Return the entries in full, exactly as written.
────────────────
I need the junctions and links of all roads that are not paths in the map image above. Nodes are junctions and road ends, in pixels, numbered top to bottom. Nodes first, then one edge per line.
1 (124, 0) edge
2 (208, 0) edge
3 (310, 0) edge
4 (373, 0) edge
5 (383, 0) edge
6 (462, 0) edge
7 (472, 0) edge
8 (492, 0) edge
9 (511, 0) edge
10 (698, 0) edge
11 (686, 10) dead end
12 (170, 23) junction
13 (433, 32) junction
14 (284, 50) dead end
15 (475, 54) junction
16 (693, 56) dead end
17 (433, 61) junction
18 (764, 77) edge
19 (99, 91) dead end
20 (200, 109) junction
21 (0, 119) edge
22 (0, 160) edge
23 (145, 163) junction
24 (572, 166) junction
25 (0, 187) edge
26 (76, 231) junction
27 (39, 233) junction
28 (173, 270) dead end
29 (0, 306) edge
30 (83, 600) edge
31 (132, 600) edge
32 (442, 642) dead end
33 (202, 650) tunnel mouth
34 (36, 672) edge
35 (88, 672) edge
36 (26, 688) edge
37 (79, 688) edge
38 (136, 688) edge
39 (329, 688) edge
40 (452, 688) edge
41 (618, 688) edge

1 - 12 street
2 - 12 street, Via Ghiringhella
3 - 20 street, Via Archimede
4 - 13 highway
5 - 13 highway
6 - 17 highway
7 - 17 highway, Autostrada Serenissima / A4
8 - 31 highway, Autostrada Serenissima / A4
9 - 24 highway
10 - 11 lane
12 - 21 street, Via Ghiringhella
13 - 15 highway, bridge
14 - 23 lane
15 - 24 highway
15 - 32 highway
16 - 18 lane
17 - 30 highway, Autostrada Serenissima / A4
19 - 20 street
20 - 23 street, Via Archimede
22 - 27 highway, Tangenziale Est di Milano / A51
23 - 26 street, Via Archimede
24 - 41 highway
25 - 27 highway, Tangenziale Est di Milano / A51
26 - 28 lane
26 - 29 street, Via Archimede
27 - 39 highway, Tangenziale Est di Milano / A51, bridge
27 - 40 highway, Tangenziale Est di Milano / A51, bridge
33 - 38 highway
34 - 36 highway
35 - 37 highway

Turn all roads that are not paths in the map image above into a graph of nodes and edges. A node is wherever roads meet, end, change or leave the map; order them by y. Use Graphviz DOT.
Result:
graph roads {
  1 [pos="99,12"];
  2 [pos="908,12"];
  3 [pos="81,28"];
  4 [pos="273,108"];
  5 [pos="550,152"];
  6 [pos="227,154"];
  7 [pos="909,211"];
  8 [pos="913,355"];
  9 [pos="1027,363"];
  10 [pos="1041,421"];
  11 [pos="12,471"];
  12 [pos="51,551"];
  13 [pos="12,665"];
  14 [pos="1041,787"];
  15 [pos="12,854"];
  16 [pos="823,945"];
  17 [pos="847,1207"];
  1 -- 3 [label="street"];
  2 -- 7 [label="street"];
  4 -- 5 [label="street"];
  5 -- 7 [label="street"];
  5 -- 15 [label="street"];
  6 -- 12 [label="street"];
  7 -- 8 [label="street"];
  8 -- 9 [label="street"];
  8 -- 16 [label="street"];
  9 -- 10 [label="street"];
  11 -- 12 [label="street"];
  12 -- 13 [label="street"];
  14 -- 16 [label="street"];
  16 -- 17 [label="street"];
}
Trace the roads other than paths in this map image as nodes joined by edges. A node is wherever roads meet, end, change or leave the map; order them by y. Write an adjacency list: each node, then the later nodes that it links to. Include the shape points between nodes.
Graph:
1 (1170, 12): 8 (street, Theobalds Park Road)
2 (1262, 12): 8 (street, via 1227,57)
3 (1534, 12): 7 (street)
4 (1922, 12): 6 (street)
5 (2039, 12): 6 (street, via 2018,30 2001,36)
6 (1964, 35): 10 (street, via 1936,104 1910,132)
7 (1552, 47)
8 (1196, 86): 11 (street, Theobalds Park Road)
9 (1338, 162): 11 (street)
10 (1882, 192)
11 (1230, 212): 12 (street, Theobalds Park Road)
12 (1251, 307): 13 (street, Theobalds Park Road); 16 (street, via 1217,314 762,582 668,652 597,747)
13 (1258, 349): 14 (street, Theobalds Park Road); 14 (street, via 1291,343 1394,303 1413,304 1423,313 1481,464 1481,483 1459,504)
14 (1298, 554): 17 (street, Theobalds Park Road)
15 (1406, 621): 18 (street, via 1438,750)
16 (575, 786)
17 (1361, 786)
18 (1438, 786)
────────────────
WRITTEN REPLY:
I need the junctions and links of all roads that are not paths in the map image above. Nodes are junctions and road ends, in pixels, numbered top to bottom. Nodes first, then one edge per line.
1 (124, 0) edge
2 (208, 0) edge
3 (310, 0) edge
4 (373, 0) edge
5 (383, 0) edge
6 (462, 0) edge
7 (472, 0) edge
8 (492, 0) edge
9 (511, 0) edge
10 (698, 0) edge
11 (686, 10) dead end
12 (170, 23) junction
13 (433, 32) junction
14 (284, 50) dead end
15 (475, 54) junction
16 (693, 56) dead end
17 (433, 61) junction
18 (764, 77) edge
19 (99, 91) dead end
20 (200, 109) junction
21 (0, 119) edge
22 (0, 160) edge
23 (145, 163) junction
24 (572, 166) junction
25 (0, 187) edge
26 (76, 231) junction
27 (39, 233) junction
28 (173, 270) dead end
29 (0, 306) edge
30 (83, 600) edge
31 (132, 600) edge
32 (442, 642) dead end
33 (202, 650) tunnel mouth
34 (36, 672) edge
35 (88, 672) edge
36 (26, 688) edge
37 (79, 688) edge
38 (136, 688) edge
39 (329, 688) edge
40 (452, 688) edge
41 (618, 688) edge

1 - 12 street
2 - 12 street, Via Ghiringhella
3 - 20 street, Via Archimede
4 - 13 highway
5 - 13 highway
6 - 17 highway
7 - 17 highway, Autostrada Serenissima / A4
8 - 31 highway, Autostrada Serenissima / A4
9 - 24 highway
10 - 11 lane
12 - 21 street, Via Ghiringhella
13 - 15 highway, bridge
14 - 23 lane
15 - 24 highway
15 - 32 highway
16 - 18 lane
17 - 30 highway, Autostrada Serenissima / A4
19 - 20 street
20 - 23 street, Via Archimede
22 - 27 highway, Tangenziale Est di Milano / A51
23 - 26 street, Via Archimede
24 - 41 highway
25 - 27 highway, Tangenziale Est di Milano / A51
26 - 28 lane
26 - 29 street, Via Archimede
27 - 39 highway, Tangenziale Est di Milano / A51, bridge
27 - 40 highway, Tangenziale Est di Milano / A51, bridge
33 - 38 highway
34 - 36 highway
35 - 37 highway

Turn all roads that are not paths in the map image above into a graph of nodes and edges. A node is wherever roads meet, end, change or leave the map; order them by y. Use Graphviz DOT.
Result:
graph roads {
  1 [pos="99,12"];
  2 [pos="908,12"];
  3 [pos="81,28"];
  4 [pos="273,108"];
  5 [pos="550,152"];
  6 [pos="227,154"];
  7 [pos="909,211"];
  8 [pos="913,355"];
  9 [pos="1027,363"];
  10 [pos="1041,421"];
  11 [pos="12,471"];
  12 [pos="51,551"];
  13 [pos="12,665"];
  14 [pos="1041,787"];
  15 [pos="12,854"];
  16 [pos="823,945"];
  17 [pos="847,1207"];
  1 -- 3 [label="street"];
  2 -- 7 [label="street"];
  4 -- 5 [label="street"];
  5 -- 7 [label="street"];
  5 -- 15 [label="street"];
  6 -- 12 [label="street"];
  7 -- 8 [label="street"];
  8 -- 9 [label="street"];
  8 -- 16 [label="street"];
  9 -- 10 [label="street"];
  11 -- 12 [label="street"];
  12 -- 13 [label="street"];
  14 -- 16 [label="street"];
  16 -- 17 [label="street"];
}
Trace the roads other than paths in this map image as nodes joined by edges. A node is wherever roads meet, end, change or leave the map; order them by y. Write an adjacency list: each node, then the later nodes that it links to. Include the shape points between nodes.
Graph:
1 (1170, 12): 8 (street, Theobalds Park Road)
2 (1262, 12): 8 (street, via 1227,57)
3 (1534, 12): 7 (street)
4 (1922, 12): 6 (street)
5 (2039, 12): 6 (street, via 2018,30 2001,36)
6 (1964, 35): 10 (street, via 1936,104 1910,132)
7 (1552, 47)
8 (1196, 86): 11 (street, Theobalds Park Road)
9 (1338, 162): 11 (street)
10 (1882, 192)
11 (1230, 212): 12 (street, Theobalds Park Road)
12 (1251, 307): 13 (street, Theobalds Park Road); 16 (street, via 1217,314 762,582 668,652 597,747)
13 (1258, 349): 14 (street, Theobalds Park Road); 14 (street, via 1291,343 1394,303 1413,304 1423,313 1481,464 1481,483 1459,504)
14 (1298, 554): 17 (street, Theobalds Park Road)
15 (1406, 621): 18 (street, via 1438,750)
16 (575, 786)
17 (1361, 786)
18 (1438, 786)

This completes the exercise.